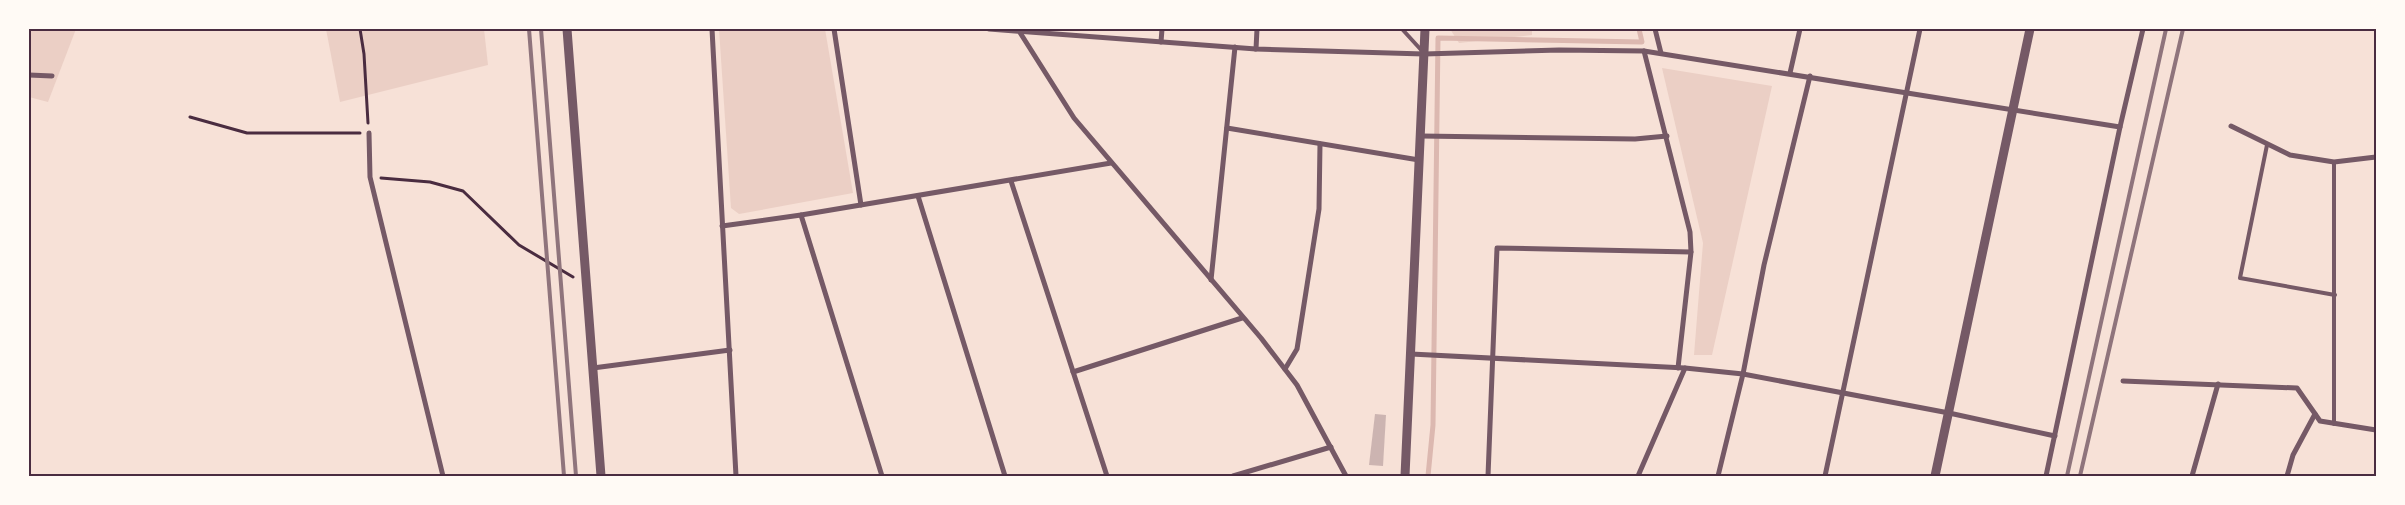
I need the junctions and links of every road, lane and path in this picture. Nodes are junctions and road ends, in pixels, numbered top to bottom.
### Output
1 (360, 29) edge
2 (567, 29) edge
3 (712, 29) edge
4 (834, 29) edge
5 (990, 29) edge
6 (1162, 29) edge
7 (1257, 29) edge
8 (1402, 29) edge
9 (1425, 29) edge
10 (1655, 29) edge
11 (1800, 29) edge
12 (1920, 29) edge
13 (2030, 29) edge
14 (2143, 29) edge
15 (1019, 30) edge
16 (1161, 42) junction
17 (1235, 47) junction
18 (1256, 48) junction
19 (1644, 51) junction
20 (1661, 53) junction
21 (1424, 54) junction
22 (1790, 73) junction
23 (29, 75) edge
24 (52, 76) dead end
25 (1810, 76) junction
26 (1907, 91) junction
27 (2013, 108) junction
28 (190, 117) dead end
29 (2231, 126) dead end
30 (2120, 127) junction
31 (1226, 128) junction
32 (369, 133) junction
33 (1421, 136) junction
34 (1667, 136) junction
35 (1320, 144) junction
36 (2267, 145) junction
37 (2376, 157) edge
38 (1420, 160) junction
39 (2334, 162) junction
40 (1111, 163) junction
41 (370, 177) junction
42 (1011, 181) junction
43 (918, 196) junction
44 (861, 205) junction
45 (802, 216) junction
46 (722, 226) junction
47 (1691, 252) junction
48 (1211, 280) junction
49 (585, 284) junction
50 (2335, 295) junction
51 (1242, 318) junction
52 (730, 350) junction
53 (1411, 354) junction
54 (1492, 358) junction
55 (593, 368) junction
56 (1678, 368) junction
57 (1685, 368) junction
58 (1284, 369) junction
59 (1073, 372) junction
60 (1743, 374) junction
61 (2123, 381) dead end
62 (2218, 384) junction
63 (1842, 393) junction
64 (1949, 413) junction
65 (2315, 414) junction
66 (2334, 424) junction
67 (2376, 430) edge
68 (2055, 436) junction
69 (1331, 447) junction
70 (443, 476) edge
71 (601, 476) edge
72 (736, 476) edge
73 (882, 476) edge
74 (1005, 476) edge
75 (1107, 476) edge
76 (1233, 476) edge
77 (1346, 476) edge
78 (1405, 476) edge
79 (1488, 476) edge
80 (1638, 476) edge
81 (1718, 476) edge
82 (1825, 476) edge
83 (1934, 476) edge
84 (2046, 476) edge
85 (2192, 476) edge
86 (2287, 476) edge

1 - 32 path
2 - 49 street
3 - 46 street
4 - 44 street
5 - 15 street
6 - 16 street
7 - 18 street
8 - 21 lane
9 - 21 street
10 - 20 street
11 - 22 street
12 - 26 street
13 - 27 street
14 - 30 street
15 - 16 street
15 - 40 street
16 - 17 street
17 - 18 street
17 - 31 street
18 - 21 street
19 - 20 street
19 - 21 street
19 - 34 street
20 - 22 street
21 - 33 street
22 - 25 street
23 - 24 street
25 - 26 street
25 - 60 street
26 - 27 street
26 - 63 street
27 - 30 street
27 - 64 street
28 - 32 path
29 - 36 street
30 - 68 street
31 - 35 street
31 - 48 street
32 - 41 street
33 - 34 street
33 - 38 street
34 - 47 street
35 - 38 street
35 - 58 street
36 - 39 street
36 - 50 lane
37 - 39 street
38 - 53 street
39 - 50 lane
40 - 42 street
40 - 48 street
41 - 49 path
41 - 70 street
42 - 43 street
42 - 59 street
43 - 44 street
43 - 74 street
44 - 45 street
45 - 46 street
45 - 73 street
46 - 52 street
47 - 54 street
47 - 56 street
48 - 51 street
49 - 55 street
50 - 66 lane
51 - 58 street
51 - 59 street
52 - 55 street
52 - 72 street
53 - 54 street
53 - 78 street
54 - 56 street
54 - 79 street
55 - 71 street
56 - 57 street
57 - 60 street
57 - 80 street
58 - 69 street
59 - 75 street
60 - 63 street
60 - 81 street
61 - 62 street
62 - 65 street
62 - 85 street
63 - 64 street
63 - 82 street
64 - 68 street
64 - 83 street
65 - 66 street
65 - 86 street
66 - 67 street
68 - 84 street
69 - 76 street
69 - 77 street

○ ○ ○ ○

> _What the task requires_
The whole listing above must be set down again exactly, but without its images.

> _Result for this task_
I need the junctions and links of every road, lane and path in this picture. Nodes are junctions and road ends, in pixels, numbered top to bottom.
### Output
1 (360, 29) edge
2 (567, 29) edge
3 (712, 29) edge
4 (834, 29) edge
5 (990, 29) edge
6 (1162, 29) edge
7 (1257, 29) edge
8 (1402, 29) edge
9 (1425, 29) edge
10 (1655, 29) edge
11 (1800, 29) edge
12 (1920, 29) edge
13 (2030, 29) edge
14 (2143, 29) edge
15 (1019, 30) edge
16 (1161, 42) junction
17 (1235, 47) junction
18 (1256, 48) junction
19 (1644, 51) junction
20 (1661, 53) junction
21 (1424, 54) junction
22 (1790, 73) junction
23 (29, 75) edge
24 (52, 76) dead end
25 (1810, 76) junction
26 (1907, 91) junction
27 (2013, 108) junction
28 (190, 117) dead end
29 (2231, 126) dead end
30 (2120, 127) junction
31 (1226, 128) junction
32 (369, 133) junction
33 (1421, 136) junction
34 (1667, 136) junction
35 (1320, 144) junction
36 (2267, 145) junction
37 (2376, 157) edge
38 (1420, 160) junction
39 (2334, 162) junction
40 (1111, 163) junction
41 (370, 177) junction
42 (1011, 181) junction
43 (918, 196) junction
44 (861, 205) junction
45 (802, 216) junction
46 (722, 226) junction
47 (1691, 252) junction
48 (1211, 280) junction
49 (585, 284) junction
50 (2335, 295) junction
51 (1242, 318) junction
52 (730, 350) junction
53 (1411, 354) junction
54 (1492, 358) junction
55 (593, 368) junction
56 (1678, 368) junction
57 (1685, 368) junction
58 (1284, 369) junction
59 (1073, 372) junction
60 (1743, 374) junction
61 (2123, 381) dead end
62 (2218, 384) junction
63 (1842, 393) junction
64 (1949, 413) junction
65 (2315, 414) junction
66 (2334, 424) junction
67 (2376, 430) edge
68 (2055, 436) junction
69 (1331, 447) junction
70 (443, 476) edge
71 (601, 476) edge
72 (736, 476) edge
73 (882, 476) edge
74 (1005, 476) edge
75 (1107, 476) edge
76 (1233, 476) edge
77 (1346, 476) edge
78 (1405, 476) edge
79 (1488, 476) edge
80 (1638, 476) edge
81 (1718, 476) edge
82 (1825, 476) edge
83 (1934, 476) edge
84 (2046, 476) edge
85 (2192, 476) edge
86 (2287, 476) edge

1 - 32 path
2 - 49 street
3 - 46 street
4 - 44 street
5 - 15 street
6 - 16 street
7 - 18 street
8 - 21 lane
9 - 21 street
10 - 20 street
11 - 22 street
12 - 26 street
13 - 27 street
14 - 30 street
15 - 16 street
15 - 40 street
16 - 17 street
17 - 18 street
17 - 31 street
18 - 21 street
19 - 20 street
19 - 21 street
19 - 34 street
20 - 22 street
21 - 33 street
22 - 25 street
23 - 24 street
25 - 26 street
25 - 60 street
26 - 27 street
26 - 63 street
27 - 30 street
27 - 64 street
28 - 32 path
29 - 36 street
30 - 68 street
31 - 35 street
31 - 48 street
32 - 41 street
33 - 34 street
33 - 38 street
34 - 47 street
35 - 38 street
35 - 58 street
36 - 39 street
36 - 50 lane
37 - 39 street
38 - 53 street
39 - 50 lane
40 - 42 street
40 - 48 street
41 - 49 path
41 - 70 street
42 - 43 street
42 - 59 street
43 - 44 street
43 - 74 street
44 - 45 street
45 - 46 street
45 - 73 street
46 - 52 street
47 - 54 street
47 - 56 street
48 - 51 street
49 - 55 street
50 - 66 lane
51 - 58 street
51 - 59 street
52 - 55 street
52 - 72 street
53 - 54 street
53 - 78 street
54 - 56 street
54 - 79 street
55 - 71 street
56 - 57 street
57 - 60 street
57 - 80 street
58 - 69 street
59 - 75 street
60 - 63 street
60 - 81 street
61 - 62 street
62 - 65 street
62 - 85 street
63 - 64 street
63 - 82 street
64 - 68 street
64 - 83 street
65 - 66 street
65 - 86 street
66 - 67 street
68 - 84 street
69 - 76 street
69 - 77 street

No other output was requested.